What is expected: Where the records contain images, omit them, and repeat everything else word for word.

Excerpted data:
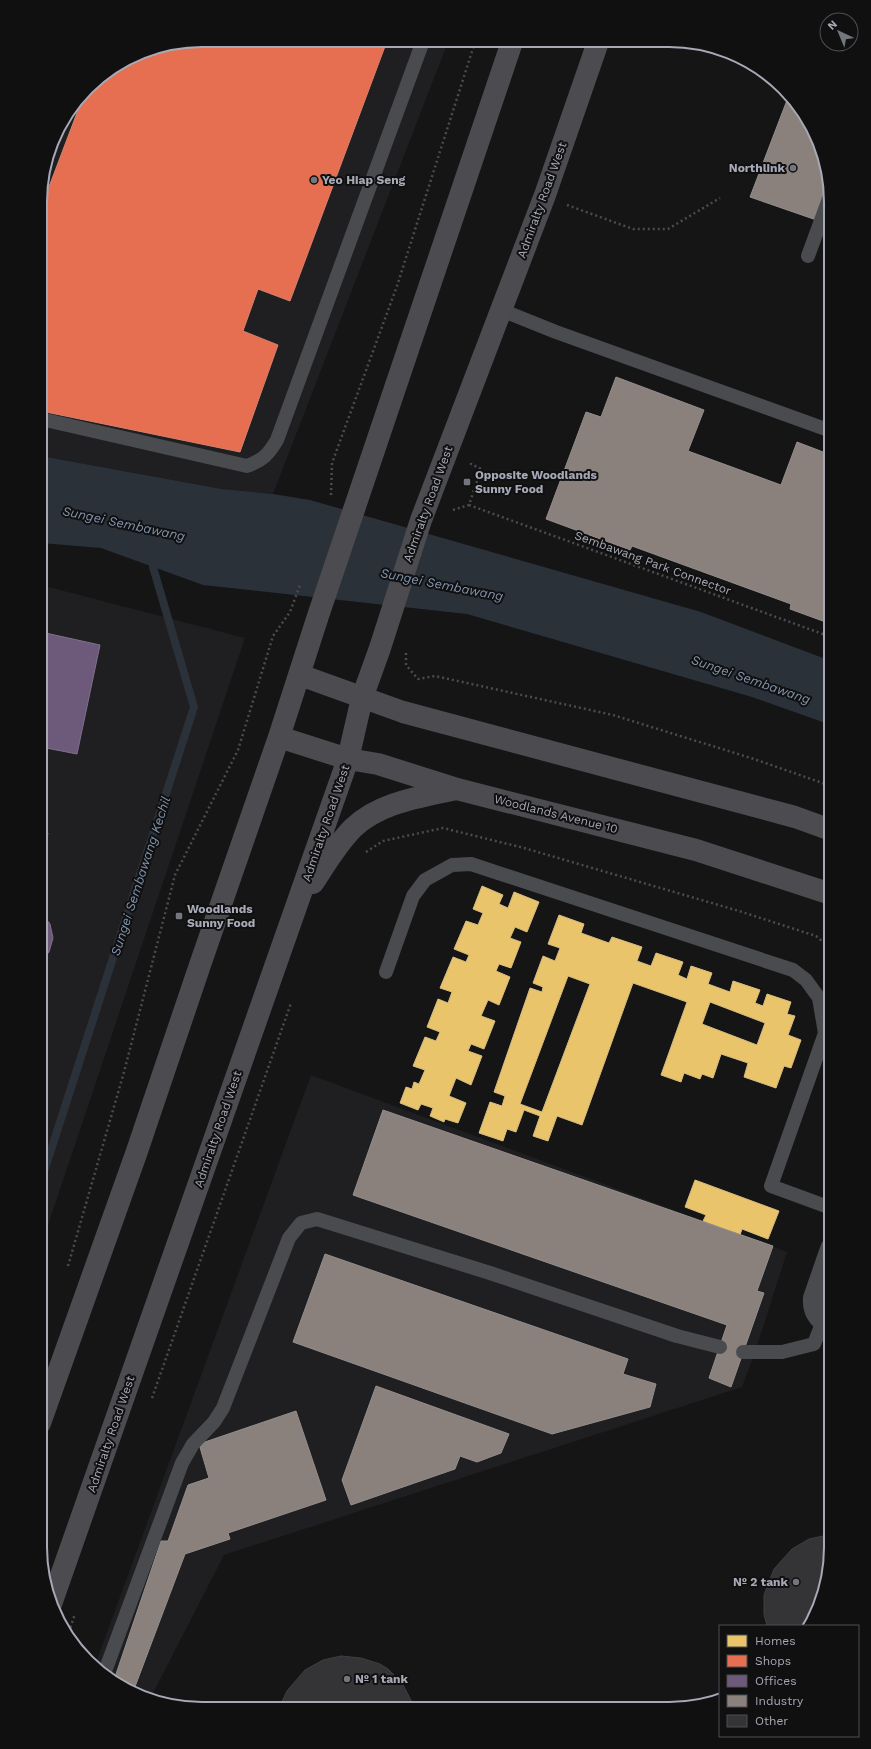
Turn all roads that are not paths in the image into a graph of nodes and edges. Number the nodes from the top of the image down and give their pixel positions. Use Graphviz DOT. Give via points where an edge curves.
graph roads {
  1 [pos="421,47"];
  2 [pos="510,47"];
  3 [pos="596,47"];
  4 [pos="824,212"];
  5 [pos="808,256"];
  6 [pos="501,310"];
  7 [pos="47,420"];
  8 [pos="824,428"];
  9 [pos="300,675"];
  10 [pos="362,698"];
  11 [pos="279,737"];
  12 [pos="348,759"];
  13 [pos="457,789"];
  14 [pos="824,827"];
  15 [pos="824,892"];
  16 [pos="298,903"];
  17 [pos="386,972"];
  18 [pos="824,1027"];
  19 [pos="824,1036"];
  20 [pos="824,1205"];
  21 [pos="824,1269"];
  22 [pos="824,1319"];
  23 [pos="824,1326"];
  24 [pos="720,1347"];
  25 [pos="743,1352"];
  26 [pos="47,1402"];
  27 [pos="54,1595"];
  28 [pos="106,1668"];
  1 -- 7 [label="lane" via="277,440 269,453 259,462 247,466"];
  2 -- 9 [label="main road"];
  3 -- 6 [label="main road, Admiralty Road West" via="545,195"];
  4 -- 5 [label="lane"];
  6 -- 8 [label="lane"];
  6 -- 10 [label="main road, Admiralty Road West" via="421,520"];
  9 -- 10 [label="main road"];
  9 -- 11 [label="main road"];
  10 -- 12 [label="main road, Admiralty Road West"];
  10 -- 14 [label="main road" via="431,720 795,817"];
  11 -- 12 [label="main road, Woodlands Avenue 10"];
  11 -- 26 [label="main road" via="136,1154"];
  12 -- 13 [label="main road, Woodlands Avenue 10" via="378,764"];
  12 -- 16 [label="main road, Admiralty Road West"];
  13 -- 15 [label="main road, Woodlands Avenue 10" via="696,850"];
  13 -- 16 [label="main road" via="400,802 374,814 353,828"];
  16 -- 27 [label="main road, Admiralty Road West"];
  17 -- 18 [label="lane" via="413,896 425,880 452,865 471,864 793,970 806,980 819,998"];
  19 -- 20 [label="lane" via="771,1186"];
  21 -- 22 [label="street" via="813,1306 817,1315"];
  23 -- 25 [label="lane" via="814,1344 782,1352"];
  24 -- 28 [label="lane" via="677,1336 490,1273 317,1219 301,1224 289,1238 223,1408 214,1422 193,1444 182,1463"];
}
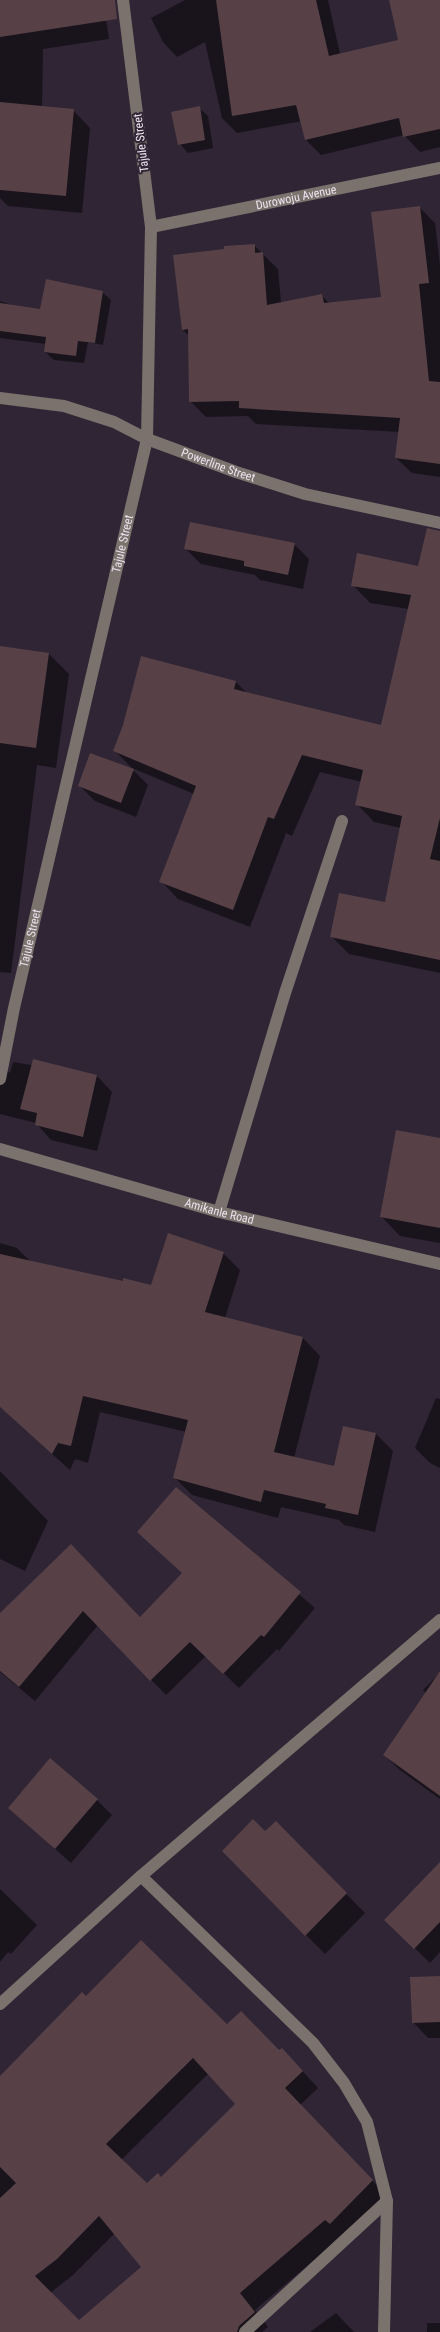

Response to the exercise:
Turn all roads that are not paths in the image into a graph of nodes and edges. Number the nodes from the top of the image down and give their pixel positions. Use Graphviz DOT. Give via points where an edge curves.
graph roads {
  1 [pos="421,47"];
  2 [pos="510,47"];
  3 [pos="596,47"];
  4 [pos="824,212"];
  5 [pos="808,256"];
  6 [pos="501,310"];
  7 [pos="47,420"];
  8 [pos="824,428"];
  9 [pos="300,675"];
  10 [pos="362,698"];
  11 [pos="279,737"];
  12 [pos="348,759"];
  13 [pos="457,789"];
  14 [pos="824,827"];
  15 [pos="824,892"];
  16 [pos="298,903"];
  17 [pos="386,972"];
  18 [pos="824,1027"];
  19 [pos="824,1036"];
  20 [pos="824,1205"];
  21 [pos="824,1269"];
  22 [pos="824,1319"];
  23 [pos="824,1326"];
  24 [pos="720,1347"];
  25 [pos="743,1352"];
  26 [pos="47,1402"];
  27 [pos="54,1595"];
  28 [pos="106,1668"];
  1 -- 7 [label="lane" via="277,440 269,453 259,462 247,466"];
  2 -- 9 [label="main road"];
  3 -- 6 [label="main road, Admiralty Road West" via="545,195"];
  4 -- 5 [label="lane"];
  6 -- 8 [label="lane"];
  6 -- 10 [label="main road, Admiralty Road West" via="421,520"];
  9 -- 10 [label="main road"];
  9 -- 11 [label="main road"];
  10 -- 12 [label="main road, Admiralty Road West"];
  10 -- 14 [label="main road" via="431,720 795,817"];
  11 -- 12 [label="main road, Woodlands Avenue 10"];
  11 -- 26 [label="main road" via="136,1154"];
  12 -- 13 [label="main road, Woodlands Avenue 10" via="378,764"];
  12 -- 16 [label="main road, Admiralty Road West"];
  13 -- 15 [label="main road, Woodlands Avenue 10" via="696,850"];
  13 -- 16 [label="main road" via="400,802 374,814 353,828"];
  16 -- 27 [label="main road, Admiralty Road West"];
  17 -- 18 [label="lane" via="413,896 425,880 452,865 471,864 793,970 806,980 819,998"];
  19 -- 20 [label="lane" via="771,1186"];
  21 -- 22 [label="street" via="813,1306 817,1315"];
  23 -- 25 [label="lane" via="814,1344 782,1352"];
  24 -- 28 [label="lane" via="677,1336 490,1273 317,1219 301,1224 289,1238 223,1408 214,1422 193,1444 182,1463"];
}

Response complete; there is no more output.